What you are asked to do: The answer must consist of every line in the records that contains the word "شهید".

Data excerpts:
-.-.-

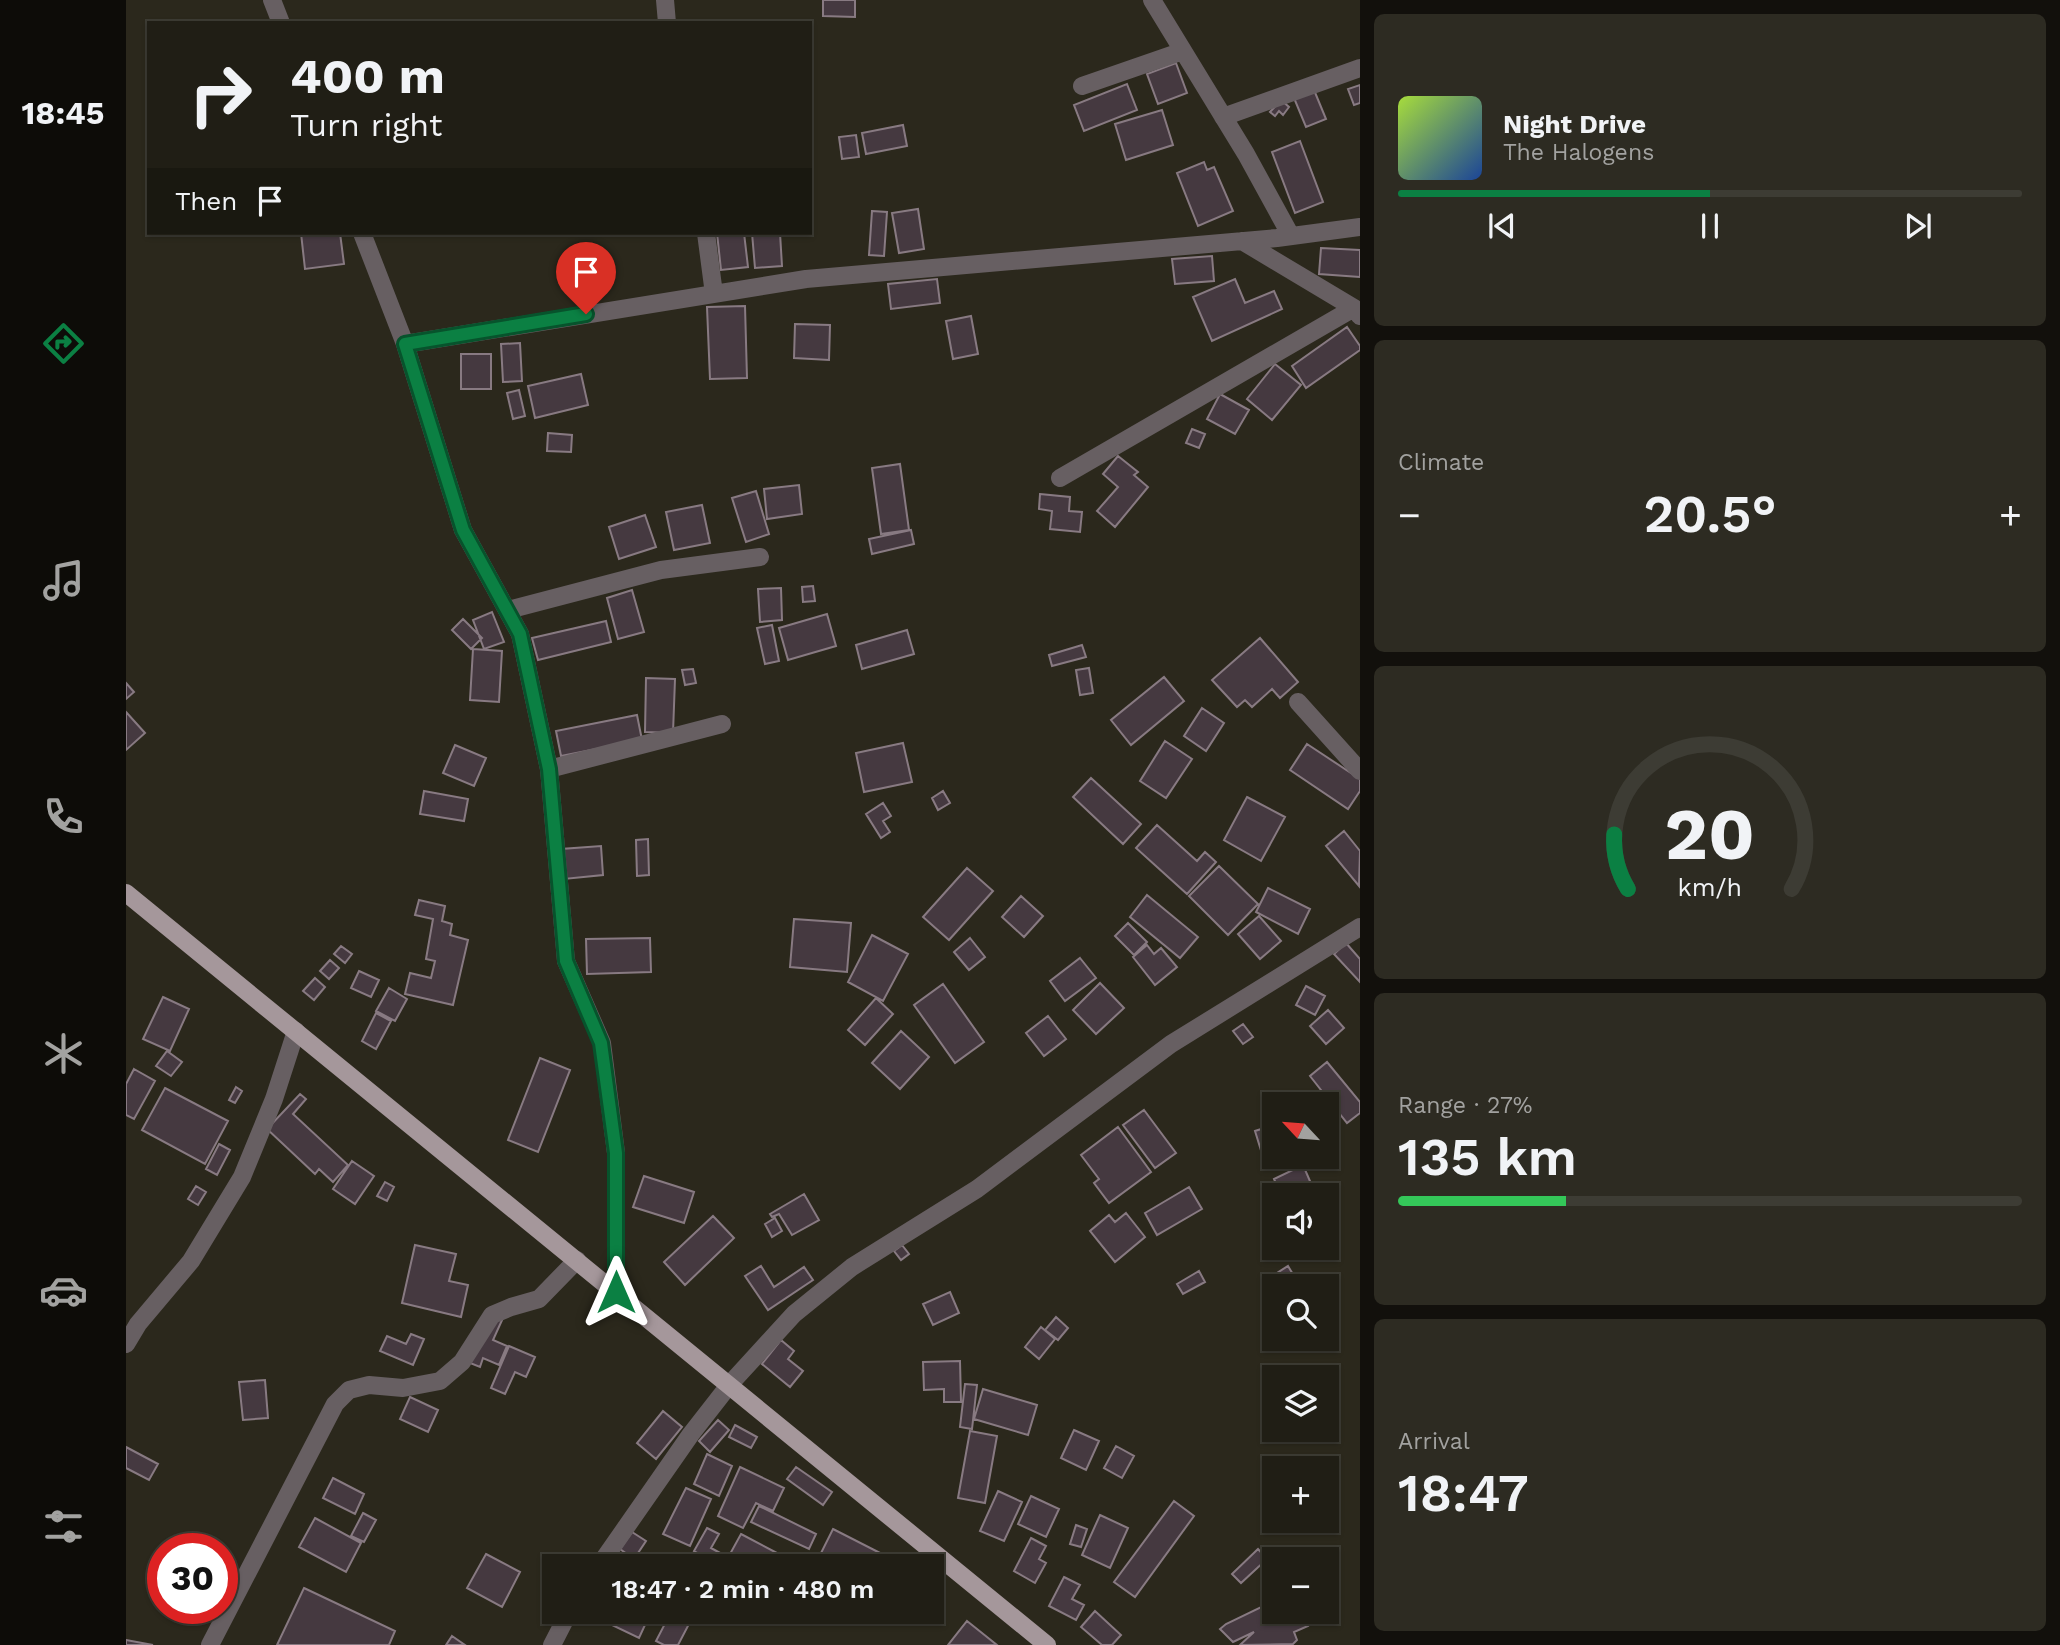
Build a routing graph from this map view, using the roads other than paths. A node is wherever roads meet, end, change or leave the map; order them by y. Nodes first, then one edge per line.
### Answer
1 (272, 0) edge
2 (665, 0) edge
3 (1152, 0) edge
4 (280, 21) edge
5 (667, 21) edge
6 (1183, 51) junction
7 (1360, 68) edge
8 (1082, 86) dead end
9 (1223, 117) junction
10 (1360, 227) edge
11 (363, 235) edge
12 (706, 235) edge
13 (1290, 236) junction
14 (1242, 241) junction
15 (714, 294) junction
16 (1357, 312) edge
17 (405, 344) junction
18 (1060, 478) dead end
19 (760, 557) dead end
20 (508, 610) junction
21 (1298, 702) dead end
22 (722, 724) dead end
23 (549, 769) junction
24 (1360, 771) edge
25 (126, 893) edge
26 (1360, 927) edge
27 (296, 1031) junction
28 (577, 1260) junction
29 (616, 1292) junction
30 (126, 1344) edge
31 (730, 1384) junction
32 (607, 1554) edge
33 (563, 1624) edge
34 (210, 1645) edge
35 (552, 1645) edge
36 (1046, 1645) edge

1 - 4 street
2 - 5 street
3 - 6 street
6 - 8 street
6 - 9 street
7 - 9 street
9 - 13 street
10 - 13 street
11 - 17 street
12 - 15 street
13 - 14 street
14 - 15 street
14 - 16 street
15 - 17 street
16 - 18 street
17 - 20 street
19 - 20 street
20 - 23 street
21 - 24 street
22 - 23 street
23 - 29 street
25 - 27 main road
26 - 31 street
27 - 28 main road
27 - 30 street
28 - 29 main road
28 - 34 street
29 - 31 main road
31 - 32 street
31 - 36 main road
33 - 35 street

-.-.-

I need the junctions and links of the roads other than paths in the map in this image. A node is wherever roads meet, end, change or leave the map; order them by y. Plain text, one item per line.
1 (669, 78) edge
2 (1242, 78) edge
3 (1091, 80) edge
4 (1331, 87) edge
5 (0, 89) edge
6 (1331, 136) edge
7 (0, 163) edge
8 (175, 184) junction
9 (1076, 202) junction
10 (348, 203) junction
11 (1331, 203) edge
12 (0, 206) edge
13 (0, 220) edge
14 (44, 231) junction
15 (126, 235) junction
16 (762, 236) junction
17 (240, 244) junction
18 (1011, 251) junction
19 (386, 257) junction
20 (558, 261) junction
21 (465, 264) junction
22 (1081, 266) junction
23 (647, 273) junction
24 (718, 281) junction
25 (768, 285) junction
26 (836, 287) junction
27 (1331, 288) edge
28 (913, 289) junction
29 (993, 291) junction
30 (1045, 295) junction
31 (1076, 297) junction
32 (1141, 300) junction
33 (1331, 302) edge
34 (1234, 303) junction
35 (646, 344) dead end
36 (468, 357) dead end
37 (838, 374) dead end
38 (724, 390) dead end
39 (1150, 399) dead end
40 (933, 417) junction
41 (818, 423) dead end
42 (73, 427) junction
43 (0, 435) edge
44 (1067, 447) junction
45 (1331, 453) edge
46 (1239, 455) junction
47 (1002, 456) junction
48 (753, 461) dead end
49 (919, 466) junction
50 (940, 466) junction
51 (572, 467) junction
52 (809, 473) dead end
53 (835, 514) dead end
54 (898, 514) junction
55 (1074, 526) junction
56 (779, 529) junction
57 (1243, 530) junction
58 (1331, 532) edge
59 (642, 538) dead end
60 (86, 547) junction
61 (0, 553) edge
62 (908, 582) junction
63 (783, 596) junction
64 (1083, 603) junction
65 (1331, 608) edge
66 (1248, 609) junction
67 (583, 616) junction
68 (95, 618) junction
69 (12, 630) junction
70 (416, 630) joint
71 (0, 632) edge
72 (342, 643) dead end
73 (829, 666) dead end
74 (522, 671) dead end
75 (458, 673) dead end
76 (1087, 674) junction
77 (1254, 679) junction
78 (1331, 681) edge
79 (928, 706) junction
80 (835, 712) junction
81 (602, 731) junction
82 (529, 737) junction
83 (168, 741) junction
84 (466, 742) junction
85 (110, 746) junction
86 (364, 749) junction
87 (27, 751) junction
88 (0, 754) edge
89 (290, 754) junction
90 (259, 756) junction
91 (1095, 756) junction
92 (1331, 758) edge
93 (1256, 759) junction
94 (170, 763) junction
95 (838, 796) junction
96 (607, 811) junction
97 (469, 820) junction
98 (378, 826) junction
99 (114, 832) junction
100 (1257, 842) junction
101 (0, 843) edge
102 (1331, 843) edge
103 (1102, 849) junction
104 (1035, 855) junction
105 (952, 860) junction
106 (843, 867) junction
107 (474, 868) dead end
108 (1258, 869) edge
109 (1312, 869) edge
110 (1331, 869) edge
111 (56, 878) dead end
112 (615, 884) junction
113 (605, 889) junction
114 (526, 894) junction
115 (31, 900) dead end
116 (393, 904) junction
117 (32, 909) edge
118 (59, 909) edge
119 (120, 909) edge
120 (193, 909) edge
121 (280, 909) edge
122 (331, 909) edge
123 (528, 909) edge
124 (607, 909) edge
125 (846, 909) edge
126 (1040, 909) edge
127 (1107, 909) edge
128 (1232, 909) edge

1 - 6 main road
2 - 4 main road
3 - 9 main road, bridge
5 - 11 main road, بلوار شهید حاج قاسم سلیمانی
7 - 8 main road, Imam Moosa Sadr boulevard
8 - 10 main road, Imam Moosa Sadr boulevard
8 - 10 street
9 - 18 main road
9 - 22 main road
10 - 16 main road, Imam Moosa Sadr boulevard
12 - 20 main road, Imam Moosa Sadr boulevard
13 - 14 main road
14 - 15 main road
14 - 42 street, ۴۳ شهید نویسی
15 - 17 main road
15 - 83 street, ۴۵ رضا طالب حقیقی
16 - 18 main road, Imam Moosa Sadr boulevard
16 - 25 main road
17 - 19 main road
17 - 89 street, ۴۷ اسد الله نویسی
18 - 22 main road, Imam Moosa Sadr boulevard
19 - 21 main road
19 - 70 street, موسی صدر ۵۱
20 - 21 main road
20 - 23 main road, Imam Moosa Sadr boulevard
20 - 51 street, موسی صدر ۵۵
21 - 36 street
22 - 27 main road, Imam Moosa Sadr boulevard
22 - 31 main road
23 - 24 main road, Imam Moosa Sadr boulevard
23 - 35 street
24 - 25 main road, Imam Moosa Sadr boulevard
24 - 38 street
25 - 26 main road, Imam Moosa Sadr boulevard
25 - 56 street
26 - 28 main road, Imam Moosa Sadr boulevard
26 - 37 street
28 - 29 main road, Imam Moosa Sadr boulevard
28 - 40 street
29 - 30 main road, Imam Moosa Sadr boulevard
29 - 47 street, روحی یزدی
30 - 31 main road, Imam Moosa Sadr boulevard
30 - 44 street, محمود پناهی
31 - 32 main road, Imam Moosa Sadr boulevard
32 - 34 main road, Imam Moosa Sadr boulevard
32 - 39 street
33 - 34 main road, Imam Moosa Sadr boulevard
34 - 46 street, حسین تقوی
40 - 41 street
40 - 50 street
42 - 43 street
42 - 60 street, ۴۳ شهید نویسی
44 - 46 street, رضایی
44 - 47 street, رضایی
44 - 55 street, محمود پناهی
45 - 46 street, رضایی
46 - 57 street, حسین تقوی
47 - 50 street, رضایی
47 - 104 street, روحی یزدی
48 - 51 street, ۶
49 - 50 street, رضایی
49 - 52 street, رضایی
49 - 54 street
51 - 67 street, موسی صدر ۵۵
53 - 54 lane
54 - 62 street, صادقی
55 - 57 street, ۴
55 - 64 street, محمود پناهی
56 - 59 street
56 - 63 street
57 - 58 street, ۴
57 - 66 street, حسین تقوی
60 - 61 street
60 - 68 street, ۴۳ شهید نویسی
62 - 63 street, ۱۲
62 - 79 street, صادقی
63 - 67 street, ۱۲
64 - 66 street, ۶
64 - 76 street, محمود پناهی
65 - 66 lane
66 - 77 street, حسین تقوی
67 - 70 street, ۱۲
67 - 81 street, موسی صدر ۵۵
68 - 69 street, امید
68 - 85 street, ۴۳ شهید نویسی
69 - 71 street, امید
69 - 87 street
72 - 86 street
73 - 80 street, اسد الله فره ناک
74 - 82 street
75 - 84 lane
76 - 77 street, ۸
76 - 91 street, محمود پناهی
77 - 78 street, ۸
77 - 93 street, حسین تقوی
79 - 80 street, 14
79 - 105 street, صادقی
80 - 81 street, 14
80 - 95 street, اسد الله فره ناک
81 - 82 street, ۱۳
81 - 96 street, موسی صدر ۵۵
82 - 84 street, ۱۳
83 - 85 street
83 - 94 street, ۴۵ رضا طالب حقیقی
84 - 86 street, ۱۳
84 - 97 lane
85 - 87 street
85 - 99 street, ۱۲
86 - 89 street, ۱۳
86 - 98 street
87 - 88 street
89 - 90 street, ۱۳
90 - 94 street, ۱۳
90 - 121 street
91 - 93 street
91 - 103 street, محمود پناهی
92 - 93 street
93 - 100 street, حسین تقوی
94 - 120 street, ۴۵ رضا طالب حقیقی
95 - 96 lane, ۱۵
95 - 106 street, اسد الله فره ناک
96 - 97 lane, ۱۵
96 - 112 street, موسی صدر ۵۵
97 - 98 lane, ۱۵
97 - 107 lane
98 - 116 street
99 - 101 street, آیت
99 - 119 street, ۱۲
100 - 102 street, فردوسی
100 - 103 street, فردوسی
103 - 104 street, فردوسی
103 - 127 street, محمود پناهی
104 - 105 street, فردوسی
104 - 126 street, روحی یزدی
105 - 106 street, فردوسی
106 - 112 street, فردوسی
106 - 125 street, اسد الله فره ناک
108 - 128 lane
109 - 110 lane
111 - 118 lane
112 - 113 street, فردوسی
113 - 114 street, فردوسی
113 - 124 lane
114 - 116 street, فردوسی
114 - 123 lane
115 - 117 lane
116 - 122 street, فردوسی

-.-.-

Task answer:
5 - 11 main road, بلوار شهید حاج قاسم سلیمانی
14 - 42 street, ۴۳ شهید نویسی
42 - 60 street, ۴۳ شهید نویسی
60 - 68 street, ۴۳ شهید نویسی
68 - 85 street, ۴۳ شهید نویسی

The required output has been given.